-- DATA SHOWN follows --
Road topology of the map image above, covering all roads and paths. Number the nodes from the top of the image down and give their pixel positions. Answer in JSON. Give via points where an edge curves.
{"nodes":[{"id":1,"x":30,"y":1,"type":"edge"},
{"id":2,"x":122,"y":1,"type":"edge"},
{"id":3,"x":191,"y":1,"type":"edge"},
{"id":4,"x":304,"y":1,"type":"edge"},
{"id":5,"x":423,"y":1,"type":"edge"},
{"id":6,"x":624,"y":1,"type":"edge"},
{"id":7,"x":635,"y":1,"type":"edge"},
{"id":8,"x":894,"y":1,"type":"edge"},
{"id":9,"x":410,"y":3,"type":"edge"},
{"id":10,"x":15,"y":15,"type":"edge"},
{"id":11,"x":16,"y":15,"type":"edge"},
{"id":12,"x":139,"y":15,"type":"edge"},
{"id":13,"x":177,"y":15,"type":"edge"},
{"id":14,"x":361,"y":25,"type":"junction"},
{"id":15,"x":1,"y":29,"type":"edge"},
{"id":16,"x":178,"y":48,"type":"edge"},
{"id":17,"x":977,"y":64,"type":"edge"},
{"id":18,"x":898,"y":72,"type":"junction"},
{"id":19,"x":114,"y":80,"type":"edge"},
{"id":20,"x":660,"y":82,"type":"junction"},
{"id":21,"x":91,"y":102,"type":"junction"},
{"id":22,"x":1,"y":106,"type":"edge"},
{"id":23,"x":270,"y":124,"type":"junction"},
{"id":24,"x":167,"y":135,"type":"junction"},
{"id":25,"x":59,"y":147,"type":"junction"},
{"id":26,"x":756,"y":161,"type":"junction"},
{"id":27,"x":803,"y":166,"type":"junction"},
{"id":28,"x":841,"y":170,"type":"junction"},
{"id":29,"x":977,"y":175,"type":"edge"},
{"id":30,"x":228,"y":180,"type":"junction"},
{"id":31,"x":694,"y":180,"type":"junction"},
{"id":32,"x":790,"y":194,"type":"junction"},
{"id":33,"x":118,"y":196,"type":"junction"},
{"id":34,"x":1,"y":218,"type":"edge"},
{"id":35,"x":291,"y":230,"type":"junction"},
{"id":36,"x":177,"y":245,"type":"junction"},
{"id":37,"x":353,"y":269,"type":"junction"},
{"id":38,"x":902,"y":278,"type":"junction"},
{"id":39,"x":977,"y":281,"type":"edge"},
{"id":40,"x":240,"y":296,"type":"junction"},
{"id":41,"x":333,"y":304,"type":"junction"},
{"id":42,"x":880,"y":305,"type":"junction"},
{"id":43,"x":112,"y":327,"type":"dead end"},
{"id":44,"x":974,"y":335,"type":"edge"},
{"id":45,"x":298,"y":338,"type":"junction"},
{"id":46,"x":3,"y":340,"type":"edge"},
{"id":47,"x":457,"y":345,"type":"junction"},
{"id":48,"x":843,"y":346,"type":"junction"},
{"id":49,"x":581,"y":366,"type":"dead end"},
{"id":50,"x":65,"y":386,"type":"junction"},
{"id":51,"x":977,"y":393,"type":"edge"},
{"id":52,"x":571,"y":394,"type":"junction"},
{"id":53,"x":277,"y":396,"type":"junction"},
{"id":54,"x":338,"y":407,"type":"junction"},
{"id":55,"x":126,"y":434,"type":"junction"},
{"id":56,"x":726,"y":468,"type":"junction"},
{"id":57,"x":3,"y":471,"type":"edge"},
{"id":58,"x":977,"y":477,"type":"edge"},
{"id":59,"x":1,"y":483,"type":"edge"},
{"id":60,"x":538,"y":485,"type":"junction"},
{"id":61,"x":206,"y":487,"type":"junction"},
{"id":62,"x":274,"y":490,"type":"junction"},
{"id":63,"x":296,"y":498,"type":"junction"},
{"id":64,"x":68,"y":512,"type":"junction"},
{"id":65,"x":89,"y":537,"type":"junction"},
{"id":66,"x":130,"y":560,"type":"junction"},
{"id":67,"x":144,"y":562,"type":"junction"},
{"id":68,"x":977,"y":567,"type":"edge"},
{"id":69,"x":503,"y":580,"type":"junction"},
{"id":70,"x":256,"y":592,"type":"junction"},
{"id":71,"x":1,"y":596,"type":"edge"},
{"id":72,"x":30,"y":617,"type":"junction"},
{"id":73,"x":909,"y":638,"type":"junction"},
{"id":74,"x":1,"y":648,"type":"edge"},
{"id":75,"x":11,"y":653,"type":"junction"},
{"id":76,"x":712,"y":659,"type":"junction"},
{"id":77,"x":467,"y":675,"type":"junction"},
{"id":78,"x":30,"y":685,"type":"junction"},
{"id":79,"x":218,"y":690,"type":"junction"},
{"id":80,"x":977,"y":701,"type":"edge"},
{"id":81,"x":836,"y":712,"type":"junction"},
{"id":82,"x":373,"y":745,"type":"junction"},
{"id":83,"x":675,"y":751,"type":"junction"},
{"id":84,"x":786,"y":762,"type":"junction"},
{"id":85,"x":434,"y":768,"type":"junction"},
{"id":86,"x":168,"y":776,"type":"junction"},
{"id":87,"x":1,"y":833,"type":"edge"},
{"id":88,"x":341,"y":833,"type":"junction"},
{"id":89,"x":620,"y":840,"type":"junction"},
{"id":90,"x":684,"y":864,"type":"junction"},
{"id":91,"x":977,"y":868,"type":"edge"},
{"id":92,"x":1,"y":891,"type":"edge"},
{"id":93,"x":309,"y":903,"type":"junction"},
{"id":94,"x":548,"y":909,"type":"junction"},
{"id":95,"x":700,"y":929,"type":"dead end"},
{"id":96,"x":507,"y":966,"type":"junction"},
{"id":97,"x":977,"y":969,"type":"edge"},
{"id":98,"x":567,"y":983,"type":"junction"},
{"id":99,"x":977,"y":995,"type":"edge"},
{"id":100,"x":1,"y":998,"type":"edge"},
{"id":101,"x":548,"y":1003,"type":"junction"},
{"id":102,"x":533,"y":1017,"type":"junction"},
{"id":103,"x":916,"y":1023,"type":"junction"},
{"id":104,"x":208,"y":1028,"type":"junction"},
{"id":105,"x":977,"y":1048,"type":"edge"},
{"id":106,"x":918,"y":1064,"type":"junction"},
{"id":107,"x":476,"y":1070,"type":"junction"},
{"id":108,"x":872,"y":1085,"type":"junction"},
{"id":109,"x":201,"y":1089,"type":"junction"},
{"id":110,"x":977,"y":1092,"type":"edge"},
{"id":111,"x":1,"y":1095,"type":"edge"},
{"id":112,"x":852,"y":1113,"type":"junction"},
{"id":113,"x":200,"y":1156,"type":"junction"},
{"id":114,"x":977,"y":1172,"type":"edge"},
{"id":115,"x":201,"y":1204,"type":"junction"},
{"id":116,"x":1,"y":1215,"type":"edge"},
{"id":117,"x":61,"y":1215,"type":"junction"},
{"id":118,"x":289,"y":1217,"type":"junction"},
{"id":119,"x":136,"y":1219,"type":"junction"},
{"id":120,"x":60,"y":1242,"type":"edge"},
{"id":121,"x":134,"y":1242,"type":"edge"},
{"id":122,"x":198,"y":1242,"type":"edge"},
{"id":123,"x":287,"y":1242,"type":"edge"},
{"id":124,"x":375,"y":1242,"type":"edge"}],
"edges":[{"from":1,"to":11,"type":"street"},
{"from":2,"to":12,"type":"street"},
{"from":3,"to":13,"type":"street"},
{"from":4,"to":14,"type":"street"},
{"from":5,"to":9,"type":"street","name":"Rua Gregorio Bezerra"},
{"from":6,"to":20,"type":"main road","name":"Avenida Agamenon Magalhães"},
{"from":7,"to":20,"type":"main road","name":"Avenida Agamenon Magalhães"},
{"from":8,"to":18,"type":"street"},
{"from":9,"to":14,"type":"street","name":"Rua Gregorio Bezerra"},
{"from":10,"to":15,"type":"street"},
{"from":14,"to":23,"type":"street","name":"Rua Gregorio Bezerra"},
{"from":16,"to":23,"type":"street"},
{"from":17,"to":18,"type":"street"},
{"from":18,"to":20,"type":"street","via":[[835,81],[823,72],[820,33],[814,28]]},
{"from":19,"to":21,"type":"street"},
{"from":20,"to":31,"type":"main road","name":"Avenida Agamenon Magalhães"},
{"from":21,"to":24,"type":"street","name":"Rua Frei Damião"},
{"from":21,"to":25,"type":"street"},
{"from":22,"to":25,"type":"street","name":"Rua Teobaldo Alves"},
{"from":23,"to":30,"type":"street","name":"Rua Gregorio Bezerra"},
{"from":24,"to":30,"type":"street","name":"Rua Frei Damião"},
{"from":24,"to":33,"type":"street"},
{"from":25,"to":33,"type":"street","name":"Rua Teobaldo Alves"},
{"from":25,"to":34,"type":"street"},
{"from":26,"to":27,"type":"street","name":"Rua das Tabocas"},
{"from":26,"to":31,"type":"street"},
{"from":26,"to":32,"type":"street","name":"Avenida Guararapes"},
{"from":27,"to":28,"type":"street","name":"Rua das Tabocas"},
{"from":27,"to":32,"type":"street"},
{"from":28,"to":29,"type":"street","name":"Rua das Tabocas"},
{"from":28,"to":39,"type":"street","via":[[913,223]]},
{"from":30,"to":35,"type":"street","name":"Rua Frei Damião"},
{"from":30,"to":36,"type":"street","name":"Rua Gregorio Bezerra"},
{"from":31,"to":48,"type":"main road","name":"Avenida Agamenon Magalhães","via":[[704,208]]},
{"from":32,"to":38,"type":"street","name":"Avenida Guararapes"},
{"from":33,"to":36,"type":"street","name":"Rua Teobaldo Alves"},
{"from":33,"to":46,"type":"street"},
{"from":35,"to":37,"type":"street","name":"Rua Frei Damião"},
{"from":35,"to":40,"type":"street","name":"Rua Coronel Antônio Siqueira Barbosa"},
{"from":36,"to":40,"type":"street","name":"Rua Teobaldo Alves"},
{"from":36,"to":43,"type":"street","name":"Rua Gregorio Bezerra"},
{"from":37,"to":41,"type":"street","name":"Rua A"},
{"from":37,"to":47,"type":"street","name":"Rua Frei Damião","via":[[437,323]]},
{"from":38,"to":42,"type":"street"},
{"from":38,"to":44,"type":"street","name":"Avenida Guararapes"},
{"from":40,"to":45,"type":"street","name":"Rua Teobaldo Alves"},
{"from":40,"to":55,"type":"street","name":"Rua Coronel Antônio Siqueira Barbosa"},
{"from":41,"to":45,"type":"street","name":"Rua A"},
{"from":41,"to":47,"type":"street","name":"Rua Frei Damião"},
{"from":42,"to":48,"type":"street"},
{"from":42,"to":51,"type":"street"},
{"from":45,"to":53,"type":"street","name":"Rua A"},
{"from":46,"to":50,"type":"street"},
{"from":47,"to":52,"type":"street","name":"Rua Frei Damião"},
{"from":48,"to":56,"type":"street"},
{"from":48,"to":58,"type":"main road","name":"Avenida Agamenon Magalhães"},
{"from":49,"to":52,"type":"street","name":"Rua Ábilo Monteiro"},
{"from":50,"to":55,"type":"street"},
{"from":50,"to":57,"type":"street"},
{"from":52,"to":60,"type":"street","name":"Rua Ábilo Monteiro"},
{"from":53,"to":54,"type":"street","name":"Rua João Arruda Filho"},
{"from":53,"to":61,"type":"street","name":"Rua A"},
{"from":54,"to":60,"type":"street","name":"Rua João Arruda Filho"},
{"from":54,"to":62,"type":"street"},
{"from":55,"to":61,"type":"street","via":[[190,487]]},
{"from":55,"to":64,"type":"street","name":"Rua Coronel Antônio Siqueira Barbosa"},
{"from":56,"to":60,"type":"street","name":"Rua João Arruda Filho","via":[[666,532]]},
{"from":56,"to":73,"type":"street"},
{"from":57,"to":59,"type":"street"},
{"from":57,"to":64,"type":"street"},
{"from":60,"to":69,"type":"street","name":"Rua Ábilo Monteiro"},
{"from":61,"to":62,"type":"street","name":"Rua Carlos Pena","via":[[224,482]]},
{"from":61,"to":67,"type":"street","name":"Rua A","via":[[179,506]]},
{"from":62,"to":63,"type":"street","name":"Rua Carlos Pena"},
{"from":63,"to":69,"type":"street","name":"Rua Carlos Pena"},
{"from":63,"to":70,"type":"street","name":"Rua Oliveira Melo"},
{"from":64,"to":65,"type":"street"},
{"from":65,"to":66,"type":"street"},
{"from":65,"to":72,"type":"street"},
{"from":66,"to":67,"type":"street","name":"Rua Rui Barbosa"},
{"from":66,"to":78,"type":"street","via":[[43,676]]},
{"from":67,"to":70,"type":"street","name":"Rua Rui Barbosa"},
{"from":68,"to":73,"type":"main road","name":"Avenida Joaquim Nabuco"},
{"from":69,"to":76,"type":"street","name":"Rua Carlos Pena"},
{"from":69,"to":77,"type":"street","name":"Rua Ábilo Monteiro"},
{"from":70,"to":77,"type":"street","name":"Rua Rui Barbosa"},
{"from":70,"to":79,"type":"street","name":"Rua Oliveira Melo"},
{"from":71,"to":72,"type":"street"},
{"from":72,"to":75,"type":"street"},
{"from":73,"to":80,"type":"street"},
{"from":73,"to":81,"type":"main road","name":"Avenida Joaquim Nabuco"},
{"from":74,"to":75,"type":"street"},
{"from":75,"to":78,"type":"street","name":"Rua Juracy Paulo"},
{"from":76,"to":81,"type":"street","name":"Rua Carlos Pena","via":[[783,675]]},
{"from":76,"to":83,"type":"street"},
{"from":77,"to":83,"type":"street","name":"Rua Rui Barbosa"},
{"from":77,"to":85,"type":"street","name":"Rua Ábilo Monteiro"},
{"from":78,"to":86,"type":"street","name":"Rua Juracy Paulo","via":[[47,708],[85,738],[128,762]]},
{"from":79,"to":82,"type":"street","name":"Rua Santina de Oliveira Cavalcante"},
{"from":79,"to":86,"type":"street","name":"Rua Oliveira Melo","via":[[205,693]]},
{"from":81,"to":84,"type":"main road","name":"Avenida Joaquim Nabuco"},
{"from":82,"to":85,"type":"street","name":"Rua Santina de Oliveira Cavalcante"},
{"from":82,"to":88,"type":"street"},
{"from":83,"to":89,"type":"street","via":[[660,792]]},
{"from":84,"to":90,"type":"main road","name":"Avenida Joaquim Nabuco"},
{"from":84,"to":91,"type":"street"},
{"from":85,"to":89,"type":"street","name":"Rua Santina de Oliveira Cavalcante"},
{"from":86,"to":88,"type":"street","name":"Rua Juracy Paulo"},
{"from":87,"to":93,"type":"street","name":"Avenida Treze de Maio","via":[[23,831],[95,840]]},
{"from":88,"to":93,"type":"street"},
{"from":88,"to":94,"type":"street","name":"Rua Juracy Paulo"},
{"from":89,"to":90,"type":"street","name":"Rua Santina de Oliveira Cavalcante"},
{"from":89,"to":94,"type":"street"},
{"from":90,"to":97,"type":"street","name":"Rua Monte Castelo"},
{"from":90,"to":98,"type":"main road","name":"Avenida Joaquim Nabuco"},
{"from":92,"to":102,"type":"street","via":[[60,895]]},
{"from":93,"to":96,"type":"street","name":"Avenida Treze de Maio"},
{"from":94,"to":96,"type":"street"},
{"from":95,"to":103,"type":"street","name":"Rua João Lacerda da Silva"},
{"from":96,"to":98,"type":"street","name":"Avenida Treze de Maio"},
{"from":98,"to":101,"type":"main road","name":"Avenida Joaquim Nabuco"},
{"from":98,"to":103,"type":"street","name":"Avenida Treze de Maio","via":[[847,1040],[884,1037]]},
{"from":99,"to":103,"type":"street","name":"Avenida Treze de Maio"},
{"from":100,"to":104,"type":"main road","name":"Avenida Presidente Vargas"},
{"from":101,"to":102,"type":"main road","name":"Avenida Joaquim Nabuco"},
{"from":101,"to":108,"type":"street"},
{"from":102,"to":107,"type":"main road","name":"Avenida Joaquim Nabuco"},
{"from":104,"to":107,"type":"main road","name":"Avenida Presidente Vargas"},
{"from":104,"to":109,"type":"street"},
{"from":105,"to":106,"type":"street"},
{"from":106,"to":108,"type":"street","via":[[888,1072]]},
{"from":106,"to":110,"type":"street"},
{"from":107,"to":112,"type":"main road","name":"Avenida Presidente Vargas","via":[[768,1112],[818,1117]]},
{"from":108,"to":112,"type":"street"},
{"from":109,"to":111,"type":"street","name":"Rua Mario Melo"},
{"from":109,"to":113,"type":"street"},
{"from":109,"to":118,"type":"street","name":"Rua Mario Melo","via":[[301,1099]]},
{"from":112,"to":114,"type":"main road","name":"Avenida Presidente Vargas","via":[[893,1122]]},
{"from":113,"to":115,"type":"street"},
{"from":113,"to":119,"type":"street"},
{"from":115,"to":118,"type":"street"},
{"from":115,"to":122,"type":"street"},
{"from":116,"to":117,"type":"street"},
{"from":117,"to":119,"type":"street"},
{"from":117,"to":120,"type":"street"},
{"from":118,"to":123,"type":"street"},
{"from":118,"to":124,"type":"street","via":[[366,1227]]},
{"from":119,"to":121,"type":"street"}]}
-- DATA SHOWN concluded --
Pick out every line above that holds the word "Tabocas" and copy it.

### [TASK RESPONSE]
{"from":26,"to":27,"type":"street","name":"Rua das Tabocas"},
{"from":27,"to":28,"type":"street","name":"Rua das Tabocas"},
{"from":28,"to":29,"type":"street","name":"Rua das Tabocas"},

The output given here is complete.